GPS signal jammer technology has become the mainstream of military research
“Perfectjammer was established to provide a locally more realistic GPS jamming environment in which aircraft platforms and unmanned aerial vehicles could evaluate their performance under a degraded GPS signal,” Cook said. “Other locations around the U.S. provide such environments, but having it locally allowed for direct program input and cost savings to customers by not having to deal with the logistics costs of deploying to those locations.”

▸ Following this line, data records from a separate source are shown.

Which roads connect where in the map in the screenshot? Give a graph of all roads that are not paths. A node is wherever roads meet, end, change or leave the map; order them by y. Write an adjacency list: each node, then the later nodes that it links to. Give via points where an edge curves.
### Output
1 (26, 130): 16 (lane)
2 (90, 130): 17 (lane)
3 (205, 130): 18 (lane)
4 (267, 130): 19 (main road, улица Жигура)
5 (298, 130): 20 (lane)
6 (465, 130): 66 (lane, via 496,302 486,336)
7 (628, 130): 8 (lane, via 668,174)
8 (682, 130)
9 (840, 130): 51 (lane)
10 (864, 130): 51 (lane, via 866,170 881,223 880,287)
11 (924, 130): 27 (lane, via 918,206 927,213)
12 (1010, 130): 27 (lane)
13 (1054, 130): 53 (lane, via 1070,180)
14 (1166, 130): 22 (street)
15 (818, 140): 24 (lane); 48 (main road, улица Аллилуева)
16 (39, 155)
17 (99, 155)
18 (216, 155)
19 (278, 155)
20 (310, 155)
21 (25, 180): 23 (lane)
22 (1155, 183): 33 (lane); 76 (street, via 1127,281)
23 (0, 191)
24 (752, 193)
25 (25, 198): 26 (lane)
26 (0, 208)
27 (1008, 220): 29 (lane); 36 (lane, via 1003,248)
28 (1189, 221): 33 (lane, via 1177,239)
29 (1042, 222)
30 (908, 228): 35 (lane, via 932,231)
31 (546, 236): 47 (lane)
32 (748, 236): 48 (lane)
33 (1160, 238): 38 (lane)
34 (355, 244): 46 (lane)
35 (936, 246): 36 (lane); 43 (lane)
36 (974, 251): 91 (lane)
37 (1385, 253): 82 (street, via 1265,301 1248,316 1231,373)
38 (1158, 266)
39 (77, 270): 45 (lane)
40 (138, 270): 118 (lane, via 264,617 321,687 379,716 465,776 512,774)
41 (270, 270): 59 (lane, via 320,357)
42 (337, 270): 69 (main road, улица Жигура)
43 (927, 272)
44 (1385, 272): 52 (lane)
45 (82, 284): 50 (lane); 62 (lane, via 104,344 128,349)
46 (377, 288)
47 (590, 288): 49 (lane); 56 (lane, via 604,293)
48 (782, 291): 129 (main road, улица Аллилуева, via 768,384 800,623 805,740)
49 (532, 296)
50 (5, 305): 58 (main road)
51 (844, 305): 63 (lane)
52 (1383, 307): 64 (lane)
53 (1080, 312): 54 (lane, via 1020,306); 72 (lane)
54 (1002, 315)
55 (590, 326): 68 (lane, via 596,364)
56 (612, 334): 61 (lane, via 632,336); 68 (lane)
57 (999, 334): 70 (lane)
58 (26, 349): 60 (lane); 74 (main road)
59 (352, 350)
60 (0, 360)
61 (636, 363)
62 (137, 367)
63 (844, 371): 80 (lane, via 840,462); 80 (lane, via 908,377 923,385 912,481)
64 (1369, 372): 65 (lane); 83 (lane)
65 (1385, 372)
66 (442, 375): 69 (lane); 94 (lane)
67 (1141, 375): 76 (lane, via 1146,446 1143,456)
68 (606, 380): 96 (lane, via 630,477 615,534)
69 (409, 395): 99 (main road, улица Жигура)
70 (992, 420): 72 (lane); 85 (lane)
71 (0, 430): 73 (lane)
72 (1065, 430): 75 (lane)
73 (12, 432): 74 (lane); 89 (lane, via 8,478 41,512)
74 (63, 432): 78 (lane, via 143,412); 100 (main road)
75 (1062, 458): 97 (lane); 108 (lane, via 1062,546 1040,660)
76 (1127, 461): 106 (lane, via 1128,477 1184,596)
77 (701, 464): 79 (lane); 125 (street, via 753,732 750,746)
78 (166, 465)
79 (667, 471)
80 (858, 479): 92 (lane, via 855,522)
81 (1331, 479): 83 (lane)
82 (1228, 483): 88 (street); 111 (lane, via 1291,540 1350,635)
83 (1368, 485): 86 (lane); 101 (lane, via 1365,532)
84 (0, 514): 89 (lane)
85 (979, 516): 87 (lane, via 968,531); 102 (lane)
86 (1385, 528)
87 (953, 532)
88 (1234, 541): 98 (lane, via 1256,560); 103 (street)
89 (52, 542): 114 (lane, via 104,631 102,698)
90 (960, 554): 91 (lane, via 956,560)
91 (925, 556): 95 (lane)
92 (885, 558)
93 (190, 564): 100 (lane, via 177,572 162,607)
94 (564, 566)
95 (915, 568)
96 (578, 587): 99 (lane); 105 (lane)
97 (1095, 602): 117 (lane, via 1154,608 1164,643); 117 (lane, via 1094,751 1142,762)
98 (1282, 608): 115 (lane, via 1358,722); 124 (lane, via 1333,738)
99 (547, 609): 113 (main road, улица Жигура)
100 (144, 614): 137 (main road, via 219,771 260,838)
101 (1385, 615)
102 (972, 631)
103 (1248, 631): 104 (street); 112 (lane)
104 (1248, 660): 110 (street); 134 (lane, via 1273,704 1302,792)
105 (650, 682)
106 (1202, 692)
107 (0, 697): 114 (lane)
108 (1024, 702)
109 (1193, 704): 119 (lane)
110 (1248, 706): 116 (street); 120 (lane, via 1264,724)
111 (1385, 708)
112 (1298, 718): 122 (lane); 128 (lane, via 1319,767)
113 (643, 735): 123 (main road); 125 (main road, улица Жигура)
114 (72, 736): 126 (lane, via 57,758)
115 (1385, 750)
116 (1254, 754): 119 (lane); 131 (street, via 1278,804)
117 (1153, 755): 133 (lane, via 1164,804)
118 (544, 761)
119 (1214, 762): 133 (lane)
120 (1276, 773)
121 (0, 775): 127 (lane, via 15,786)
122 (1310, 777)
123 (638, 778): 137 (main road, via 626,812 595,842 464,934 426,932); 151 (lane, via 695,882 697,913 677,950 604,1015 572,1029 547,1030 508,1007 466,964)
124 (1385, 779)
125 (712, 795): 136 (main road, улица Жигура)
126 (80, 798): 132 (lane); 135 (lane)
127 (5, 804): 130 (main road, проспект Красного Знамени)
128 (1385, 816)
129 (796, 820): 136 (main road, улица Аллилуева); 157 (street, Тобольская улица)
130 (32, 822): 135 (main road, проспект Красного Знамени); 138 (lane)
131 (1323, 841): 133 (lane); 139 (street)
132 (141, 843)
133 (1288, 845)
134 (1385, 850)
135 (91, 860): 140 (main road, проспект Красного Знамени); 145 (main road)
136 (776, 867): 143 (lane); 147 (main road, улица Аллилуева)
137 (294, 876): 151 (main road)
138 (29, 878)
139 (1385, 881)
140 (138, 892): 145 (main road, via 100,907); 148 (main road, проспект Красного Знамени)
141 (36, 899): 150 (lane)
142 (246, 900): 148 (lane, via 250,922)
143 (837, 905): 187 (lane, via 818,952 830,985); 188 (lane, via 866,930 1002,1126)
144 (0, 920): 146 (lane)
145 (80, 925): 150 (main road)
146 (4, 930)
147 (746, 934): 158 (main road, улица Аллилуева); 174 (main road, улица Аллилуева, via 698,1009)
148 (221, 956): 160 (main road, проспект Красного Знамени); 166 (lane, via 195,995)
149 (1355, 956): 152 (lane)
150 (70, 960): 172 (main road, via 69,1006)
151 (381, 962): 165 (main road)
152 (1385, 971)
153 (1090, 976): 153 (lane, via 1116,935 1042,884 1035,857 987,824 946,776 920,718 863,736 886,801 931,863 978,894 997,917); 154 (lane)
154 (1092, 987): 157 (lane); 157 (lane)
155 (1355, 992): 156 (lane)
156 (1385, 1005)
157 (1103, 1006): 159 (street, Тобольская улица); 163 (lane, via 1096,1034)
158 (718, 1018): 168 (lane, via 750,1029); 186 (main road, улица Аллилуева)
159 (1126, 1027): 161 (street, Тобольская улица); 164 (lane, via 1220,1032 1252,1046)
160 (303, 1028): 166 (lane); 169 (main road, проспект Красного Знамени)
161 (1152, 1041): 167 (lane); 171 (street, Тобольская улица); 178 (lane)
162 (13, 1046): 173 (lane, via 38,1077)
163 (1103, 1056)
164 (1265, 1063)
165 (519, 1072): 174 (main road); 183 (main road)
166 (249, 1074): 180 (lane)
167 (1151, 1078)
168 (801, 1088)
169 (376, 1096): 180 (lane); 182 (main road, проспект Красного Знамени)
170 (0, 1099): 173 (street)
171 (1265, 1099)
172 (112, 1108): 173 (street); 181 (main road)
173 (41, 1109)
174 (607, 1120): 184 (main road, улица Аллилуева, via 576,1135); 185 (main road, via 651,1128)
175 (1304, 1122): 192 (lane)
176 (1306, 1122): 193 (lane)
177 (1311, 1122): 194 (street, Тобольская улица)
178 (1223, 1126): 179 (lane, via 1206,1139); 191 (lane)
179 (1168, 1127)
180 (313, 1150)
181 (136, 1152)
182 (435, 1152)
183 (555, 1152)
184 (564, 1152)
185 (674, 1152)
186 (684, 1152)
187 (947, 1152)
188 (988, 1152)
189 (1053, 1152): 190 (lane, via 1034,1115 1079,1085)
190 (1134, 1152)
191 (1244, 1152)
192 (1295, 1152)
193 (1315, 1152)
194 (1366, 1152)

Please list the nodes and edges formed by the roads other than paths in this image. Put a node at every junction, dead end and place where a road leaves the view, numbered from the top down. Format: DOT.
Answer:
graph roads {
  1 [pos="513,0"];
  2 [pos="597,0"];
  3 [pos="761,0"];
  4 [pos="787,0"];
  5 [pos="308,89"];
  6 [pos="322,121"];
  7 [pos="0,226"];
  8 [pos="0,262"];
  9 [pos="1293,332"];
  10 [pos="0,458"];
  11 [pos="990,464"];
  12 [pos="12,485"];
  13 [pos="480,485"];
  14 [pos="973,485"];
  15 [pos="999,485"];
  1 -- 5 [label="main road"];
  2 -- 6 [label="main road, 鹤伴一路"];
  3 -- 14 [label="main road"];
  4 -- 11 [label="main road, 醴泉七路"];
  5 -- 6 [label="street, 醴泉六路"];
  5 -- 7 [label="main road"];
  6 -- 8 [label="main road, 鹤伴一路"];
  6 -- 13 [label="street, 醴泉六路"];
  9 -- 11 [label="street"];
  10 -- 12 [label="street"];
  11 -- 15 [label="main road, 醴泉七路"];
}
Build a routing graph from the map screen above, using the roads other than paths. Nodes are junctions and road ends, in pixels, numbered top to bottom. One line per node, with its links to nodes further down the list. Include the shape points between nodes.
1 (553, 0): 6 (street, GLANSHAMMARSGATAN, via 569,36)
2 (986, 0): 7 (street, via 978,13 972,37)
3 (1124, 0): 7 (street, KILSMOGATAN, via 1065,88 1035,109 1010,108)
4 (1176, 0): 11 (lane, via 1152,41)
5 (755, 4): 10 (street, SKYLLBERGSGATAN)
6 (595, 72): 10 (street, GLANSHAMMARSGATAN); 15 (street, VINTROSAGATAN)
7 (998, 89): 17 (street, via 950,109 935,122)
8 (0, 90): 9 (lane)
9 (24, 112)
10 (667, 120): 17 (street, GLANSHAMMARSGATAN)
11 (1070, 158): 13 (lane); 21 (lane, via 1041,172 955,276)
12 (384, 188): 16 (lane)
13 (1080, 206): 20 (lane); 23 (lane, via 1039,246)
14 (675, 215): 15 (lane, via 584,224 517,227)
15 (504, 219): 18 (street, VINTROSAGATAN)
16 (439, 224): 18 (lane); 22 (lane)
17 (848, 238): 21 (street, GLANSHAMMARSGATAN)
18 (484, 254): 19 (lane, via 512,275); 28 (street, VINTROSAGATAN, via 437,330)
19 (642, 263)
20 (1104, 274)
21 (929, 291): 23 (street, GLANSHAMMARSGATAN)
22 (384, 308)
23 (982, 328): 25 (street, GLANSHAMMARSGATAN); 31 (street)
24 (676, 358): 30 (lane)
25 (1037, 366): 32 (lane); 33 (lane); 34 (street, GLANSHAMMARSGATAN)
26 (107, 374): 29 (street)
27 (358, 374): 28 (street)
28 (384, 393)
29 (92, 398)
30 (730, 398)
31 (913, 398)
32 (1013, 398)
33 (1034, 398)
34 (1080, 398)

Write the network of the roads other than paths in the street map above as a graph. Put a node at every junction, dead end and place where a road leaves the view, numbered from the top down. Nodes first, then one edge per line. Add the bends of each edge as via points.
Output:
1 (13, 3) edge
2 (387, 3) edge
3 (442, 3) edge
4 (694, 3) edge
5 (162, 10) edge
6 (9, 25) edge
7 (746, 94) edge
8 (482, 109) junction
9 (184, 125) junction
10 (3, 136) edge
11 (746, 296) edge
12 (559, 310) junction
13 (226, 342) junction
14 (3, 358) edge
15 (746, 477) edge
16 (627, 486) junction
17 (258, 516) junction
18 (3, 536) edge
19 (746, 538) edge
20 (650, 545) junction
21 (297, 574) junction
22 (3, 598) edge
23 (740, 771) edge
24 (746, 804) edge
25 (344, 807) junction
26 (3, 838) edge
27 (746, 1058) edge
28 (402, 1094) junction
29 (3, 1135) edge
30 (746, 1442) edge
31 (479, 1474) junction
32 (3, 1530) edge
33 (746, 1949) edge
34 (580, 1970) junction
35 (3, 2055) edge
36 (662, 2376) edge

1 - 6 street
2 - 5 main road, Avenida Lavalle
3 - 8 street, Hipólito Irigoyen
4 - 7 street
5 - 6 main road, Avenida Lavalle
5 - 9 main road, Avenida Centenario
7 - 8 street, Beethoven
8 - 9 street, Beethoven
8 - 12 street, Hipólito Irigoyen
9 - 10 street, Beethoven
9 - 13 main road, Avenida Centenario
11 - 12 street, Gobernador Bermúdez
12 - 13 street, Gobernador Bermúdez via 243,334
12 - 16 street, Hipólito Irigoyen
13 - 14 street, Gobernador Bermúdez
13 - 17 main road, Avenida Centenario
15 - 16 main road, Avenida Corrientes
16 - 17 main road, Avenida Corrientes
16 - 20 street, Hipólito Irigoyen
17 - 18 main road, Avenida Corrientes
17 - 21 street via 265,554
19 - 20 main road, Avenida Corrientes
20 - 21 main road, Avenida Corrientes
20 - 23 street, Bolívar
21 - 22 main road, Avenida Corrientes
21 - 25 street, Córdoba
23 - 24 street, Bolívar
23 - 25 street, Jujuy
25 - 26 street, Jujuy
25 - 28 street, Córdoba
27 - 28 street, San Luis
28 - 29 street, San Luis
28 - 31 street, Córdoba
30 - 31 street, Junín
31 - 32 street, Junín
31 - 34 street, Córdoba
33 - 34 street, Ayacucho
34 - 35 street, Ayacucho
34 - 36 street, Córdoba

The vulnerabilities of GPS to jamming and spoofing have been known since the technologies inception. While reporting regarding the threat of adversaries deploying GPS-jamming technology has focused primarily on Russia, one of many countries developing GPS-jamming and anti-spoofing technology.
In 2007, China reportedly outfitted military vans with GPS-jammers, and North Korea is known to have jammed GPS signals of South Korean airliners multiple times since 2010.
The GPS wifi jammer works by sending out its own signal on the same frequency as the GPS unit, a noisy signal that prevents it from receiving or transmitting any useful information, either in bursts of sound or a continuous wave.
GPS jammers can be bought on the internet and range in size from that of a small cigarette lighter to a suitcase, with a range of a couple of metres to a couple of hundred. You can buy combination jammers that also block mobile phones, all for a few hundred dollars.
The Organisation for Security and Co-operation in Europe, an international conflict-monitoring group, has reported on several occasions that its drones watching the conflict in eastern Ukraine have been “subject to military-grade GPS jamming”, forcing monitors to scrap missions observing the war below.